A second policy option (favored for example by Meade (1984)) is to use labor market policy for internal balance. In brief, the idea is to lower the money wage rate in any sector which has excess supply of labor and to raise it where there is excess demand. The problem, recognized by supporters, is that the implementation of such a policy would involve the substantial reform of labor market institutions. In short, although sound in its internal logic, it begs the central question of how to bring such a labor market policy into being in advanced industrial economies. The slow progress in reducing structural rigidities in European labor markets bears testimony to the difficulties involved.

In sum, because of the limitations of other policy instruments, monetary policy is often called on to serve both external and internal objectives. If a move to target zones were made, it would require shifting more of the emphasis toward external objectives. This might not create a major problem if all members of the target zone geared monetary policy toward price stability; or if coordinated, sterilized exchange market intervention could ease the external obligations of monetary policy; or if fiscal policy could be made flexible enough to deal effectively with internal balance. However, since none of these three outcomes is likely to be fully realized, members of a target zone system would probably still be faced with serious conflicts between external and internal balance. At the same time, the constraints on macroeconomic policies induced by a target zone system might make a contribution to the realization of these three outcomes.

III. Postscript

This paper, along with others that examined issues raised in the reports on the international monetary system presented by the Deputies of the Group of Ten and Group of Twenty-Four, was discussed by the Fund’s Executive Board in early 1986. Since then, efforts to improve the functioning of the exchange rate system have centered on enhancing economic policy coordination among the largest economies and on strengthening the multilateral setting for Fund surveillance, including the formulation of a set of “objective indicators”.

At its meeting on April 9–10, 1986, the Interim Committee agreed that “if better exchange rate performance were to be achieved on a durable basis, it would be of the essence that economic policies be conducted in a sound and mutually consistent way and that exchange rate considerations should play their part in those policies” (International Monetary Fund (1986), p. 115).

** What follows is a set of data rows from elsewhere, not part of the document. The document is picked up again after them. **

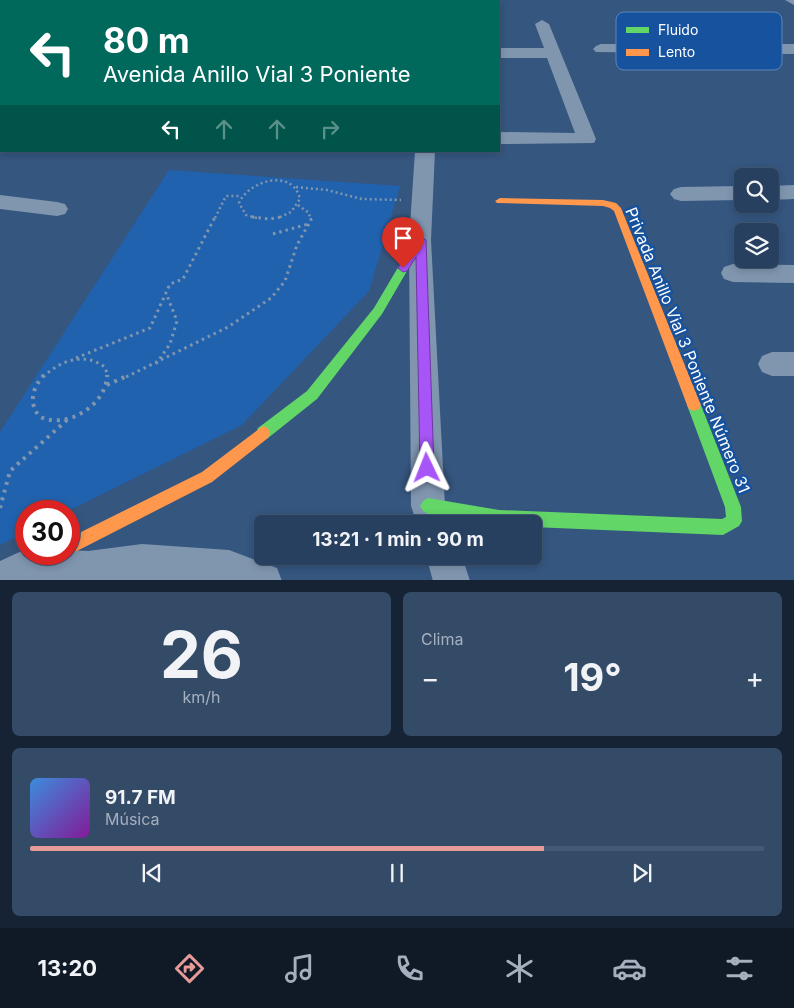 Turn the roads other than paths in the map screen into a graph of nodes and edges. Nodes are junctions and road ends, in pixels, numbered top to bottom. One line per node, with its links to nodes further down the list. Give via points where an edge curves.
1 (716, 0): 2 (street)
2 (732, 12)
3 (542, 24): 7 (street)
4 (601, 49): 5 (street)
5 (616, 49)
6 (500, 53): 7 (street)
7 (554, 53): 8 (street, via 587,138)
8 (500, 138)
9 (424, 152): 17 (street)
10 (794, 192): 12 (street)
11 (734, 193): 13 (street)
12 (779, 193)
13 (681, 194)
14 (500, 201): 21 (street, Privada Anillo Vial 3 Poniente Número 31, via 603,202 618,210 733,507 734,522 722,527)
15 (0, 202): 16 (street)
16 (58, 209)
17 (420, 240): 20 (street); 22 (street, via 378,311 312,395 207,476)
18 (733, 273): 19 (street)
19 (794, 274)
20 (431, 515)
21 (542, 520)
22 (80, 540)
23 (447, 565): 26 (street)
24 (26, 570): 25 (street, via 88,569 142,562 229,568)
25 (264, 580)
26 (452, 580)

The Committee also reconfirmed the key role that Fund surveillance needs to play in the functioning of the international monetary system. “To improve the multilateral setting for surveillance, the Committee asked the Executive Board to consider ways in which its regular reviews of the world economic situation could be further adopted to improve the scope for discussing external imbalances, exchange rate developments, and policy interactions among members. An approach worth exploring further was the formulation of a set of objective indicators related to policy actions and economic performance, having regard to a mediumterm framework. Such indicators might help to identify a need for discussion of economic policies” (ibid., p. 115).

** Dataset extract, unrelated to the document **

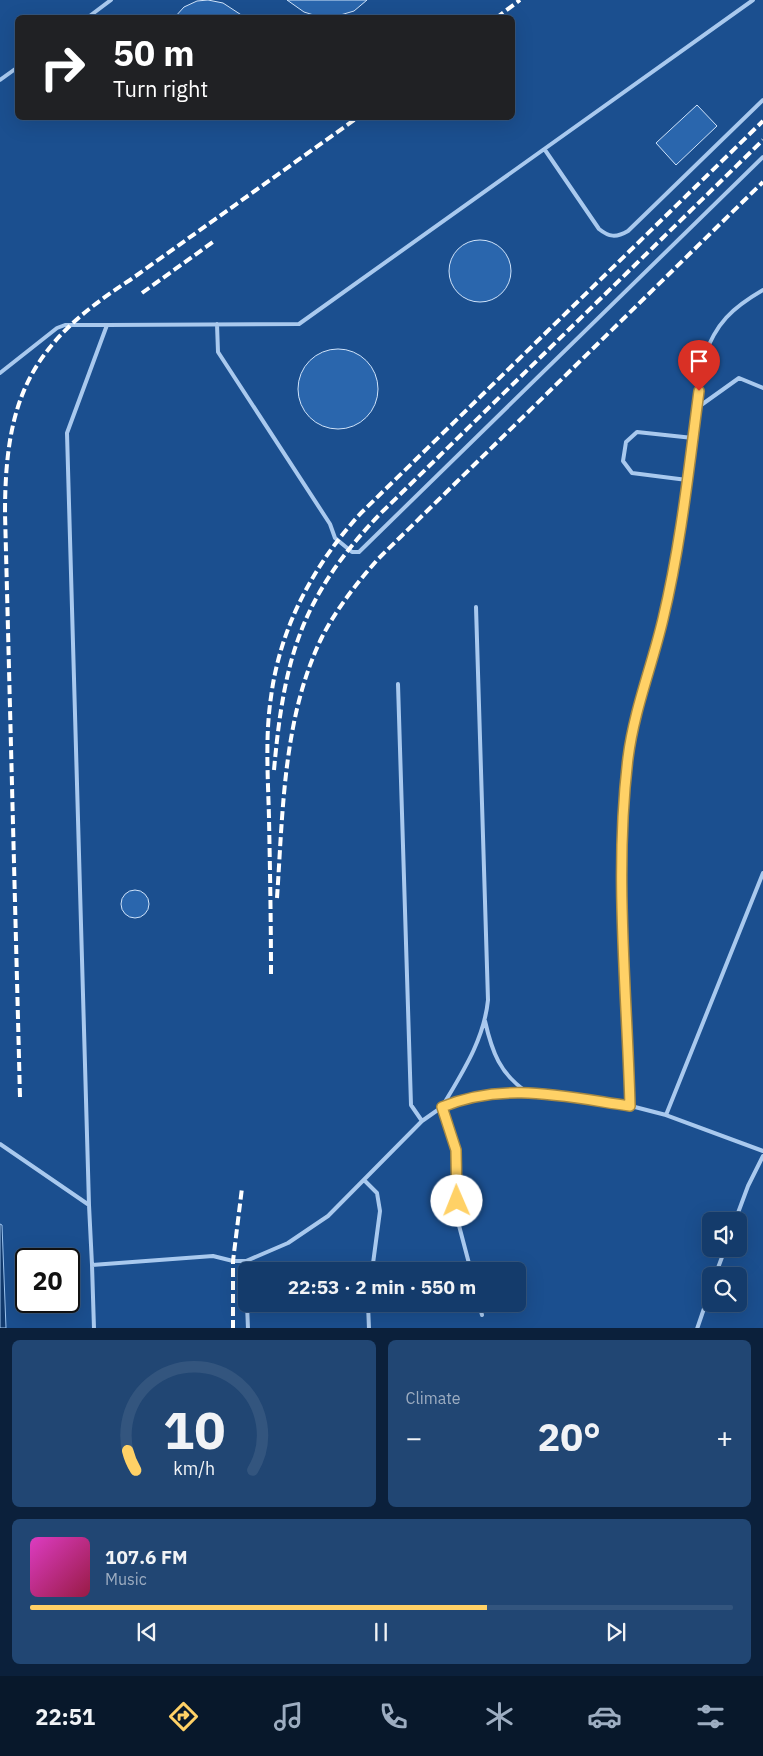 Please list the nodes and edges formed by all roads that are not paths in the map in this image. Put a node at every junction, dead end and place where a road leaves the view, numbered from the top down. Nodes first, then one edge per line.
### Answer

The leaders of the seven major industrial countries, meeting on May 4–6, 1986 in Tokyo at the twelfth annual economic summit, reinforced this commitment to closer coordination of economic policies. They asked that their finance ministers meet at least once a year” to review their individual economic objectives and forecasts collectively, and that they use a set of quantitative indicators of economic policies and performance with a particular view to examining their mutual compatibility” (International Monetary Fund (1986), p. 145). They welcomed the recent examples of improved coordination among the Group of Five countries—including the Plaza Agreement of September 22, 1985—but felt that additional measures were needed “to ensure that procedures for effective coordination of international economic policy are strengthened further ” (ibid., p. 157). Toward this goal, the leaders, together with the representatives of the European Community participating in the meeting, reaffirmed their intention “to cooperate with the IMF in strengthening multilateral surveillance, particularly among the countries (the Group of 5) whose currencies constitute the SDR” (ibid., p. 157). Further, in conducting such surveillance and in conjunction with the Managing Director of the IMF, they asked that account be taken of “such indicators as growth rates of gross national product (GNP), interest rates, inflation rates, unemployment rates, ratios of fiscal deficits to GNP, current account and trade balances, money growth rates, international reserve holdings, and exchange rates” (ibid., p. 157).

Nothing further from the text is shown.